The base weight (everything but consumables and worn items) for this list is about 15 lbs.


  • Bear can vs. stuff sacks: Because bear cans were no longer required, I chose to mail my bear can rental back to Wild Ideas. There was a short section in Lassen Volcanic National Park that required bear canisters, but I stayed at a campground equipped with a bear box. I learned during the hike that this was probably a better option than camping just outside the park without a bear canister. (See the post for day 67 for details.)
  • Stove and cup/mug changes: Because I was not at my limit for weight or volume in this section, I chose to use a stove that was much easier to light and an insulated coffee mug with a handle. The weight addition was a little more than 0.5 lb, but I think it was worth it. I could enjoy my coffee or tea while making a meal at the same time. The JetBoil stove was also much more efficient with fuel than the BST3000T.
  • Pillows: No, a pillow isn’t absolutely necessary, but I don’t sleep well without one. I liked my Sea to Summit Aeros Premium pillow, but it did have a tendency to slide off the air mattress when I moved around in the middle of the night. Not a big deal, but my Hyperlite Mountain Gear stuff sack pillow (which I already owned) worked just as well for less weight. The HMG pillow also provided the extra benefit of a convenient, water-resistant place to store an extra garment outside of the dry section of my pack.
  • Waterproofing: My Zpacks ArcBlast worked well for me on the PCT, but the heat and sun of the desert and Sierra was hard on the fabric. It started to degrade by the time I got to Northern California, so I was afraid it would no longer protect the contents from wet weather. I find that trash compactor bags work much better than pack covers, and I have a box full of them to swap out when they get too worn. This one lasted 1500 miles with no holes or tears.
  • Clothing: Because my arms were no longer sensitive to sunburn, I wanted a short-sleeved t-shirt. I added a lightweight wool Rab tee, and I wore it almost every day. (I could have dropped the long-sleeved REI shirt, but I carried it and wore it occasionally.) I left my leggings behind for this section, which was a good thing, because I don’t think I ever would have worn them. When it was a bit chilly in the morning, I just wore my wind pants for the first hour or two.

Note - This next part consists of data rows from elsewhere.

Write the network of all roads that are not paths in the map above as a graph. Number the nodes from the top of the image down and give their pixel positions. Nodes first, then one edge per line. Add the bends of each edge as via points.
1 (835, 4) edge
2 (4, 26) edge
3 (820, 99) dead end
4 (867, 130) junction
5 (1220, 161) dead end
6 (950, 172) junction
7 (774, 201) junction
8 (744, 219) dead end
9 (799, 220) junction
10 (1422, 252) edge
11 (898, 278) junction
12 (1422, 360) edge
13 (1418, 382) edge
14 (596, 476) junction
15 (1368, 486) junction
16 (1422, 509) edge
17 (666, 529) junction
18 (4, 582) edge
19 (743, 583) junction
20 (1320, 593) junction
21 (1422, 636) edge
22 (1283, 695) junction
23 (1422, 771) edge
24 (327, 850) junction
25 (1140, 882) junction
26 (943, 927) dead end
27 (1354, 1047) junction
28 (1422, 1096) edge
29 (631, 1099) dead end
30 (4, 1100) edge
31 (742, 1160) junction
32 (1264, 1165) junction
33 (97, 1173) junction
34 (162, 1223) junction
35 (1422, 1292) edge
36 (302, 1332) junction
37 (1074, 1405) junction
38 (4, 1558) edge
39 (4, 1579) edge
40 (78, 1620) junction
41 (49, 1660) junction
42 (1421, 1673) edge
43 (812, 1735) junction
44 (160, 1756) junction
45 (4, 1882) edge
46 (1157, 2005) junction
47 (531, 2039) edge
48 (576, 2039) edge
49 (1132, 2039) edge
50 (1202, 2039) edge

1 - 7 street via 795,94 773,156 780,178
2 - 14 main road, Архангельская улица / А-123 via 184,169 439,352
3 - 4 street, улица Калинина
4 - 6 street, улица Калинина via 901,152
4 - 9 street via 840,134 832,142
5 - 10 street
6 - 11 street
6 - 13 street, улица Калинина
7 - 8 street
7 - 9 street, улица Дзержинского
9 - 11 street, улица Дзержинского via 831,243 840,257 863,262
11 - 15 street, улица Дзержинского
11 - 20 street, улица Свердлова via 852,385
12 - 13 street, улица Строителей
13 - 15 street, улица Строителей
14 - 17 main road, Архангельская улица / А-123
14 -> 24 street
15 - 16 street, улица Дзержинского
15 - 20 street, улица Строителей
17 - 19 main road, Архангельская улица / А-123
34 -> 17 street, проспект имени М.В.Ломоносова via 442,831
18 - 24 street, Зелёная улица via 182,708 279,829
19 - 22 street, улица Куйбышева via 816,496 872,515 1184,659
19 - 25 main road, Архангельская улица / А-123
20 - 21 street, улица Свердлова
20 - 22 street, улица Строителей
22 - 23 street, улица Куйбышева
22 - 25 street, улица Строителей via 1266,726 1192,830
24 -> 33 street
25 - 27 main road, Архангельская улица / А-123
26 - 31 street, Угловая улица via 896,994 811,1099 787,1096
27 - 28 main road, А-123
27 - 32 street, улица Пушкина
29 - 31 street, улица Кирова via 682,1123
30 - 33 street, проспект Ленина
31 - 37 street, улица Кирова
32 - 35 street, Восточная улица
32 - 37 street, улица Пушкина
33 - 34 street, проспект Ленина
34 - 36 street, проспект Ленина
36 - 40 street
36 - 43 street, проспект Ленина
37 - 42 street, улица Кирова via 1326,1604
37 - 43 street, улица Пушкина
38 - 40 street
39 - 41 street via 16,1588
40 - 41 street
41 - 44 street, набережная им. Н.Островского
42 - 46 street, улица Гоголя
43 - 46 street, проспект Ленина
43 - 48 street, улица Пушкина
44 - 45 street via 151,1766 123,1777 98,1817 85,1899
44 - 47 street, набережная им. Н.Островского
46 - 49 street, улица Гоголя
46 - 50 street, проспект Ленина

  • Headlamps: My Black Diamond Spot headlamp (an older model*) had a bad tendency of turning itself on, even when I left it in “lock” mode. Another hiker praised his Petzl e+Lite, so I bought one to use for this part of the trail. The e+Lite is very small and light, but it also isn’t very bright. Daylight hours were still long for this part of the trail (July), and I wasn’t planning to do much night hiking, so a weaker headlamp was just fine. (*Stay tuned for the Oregon/Washington gear list. I used a newer model that didn’t have this problem.)
  • Nail clippers: I was dumb for not packing nail clippers from the beginning. The nail file and scissors on my pocket knife were just not good enough.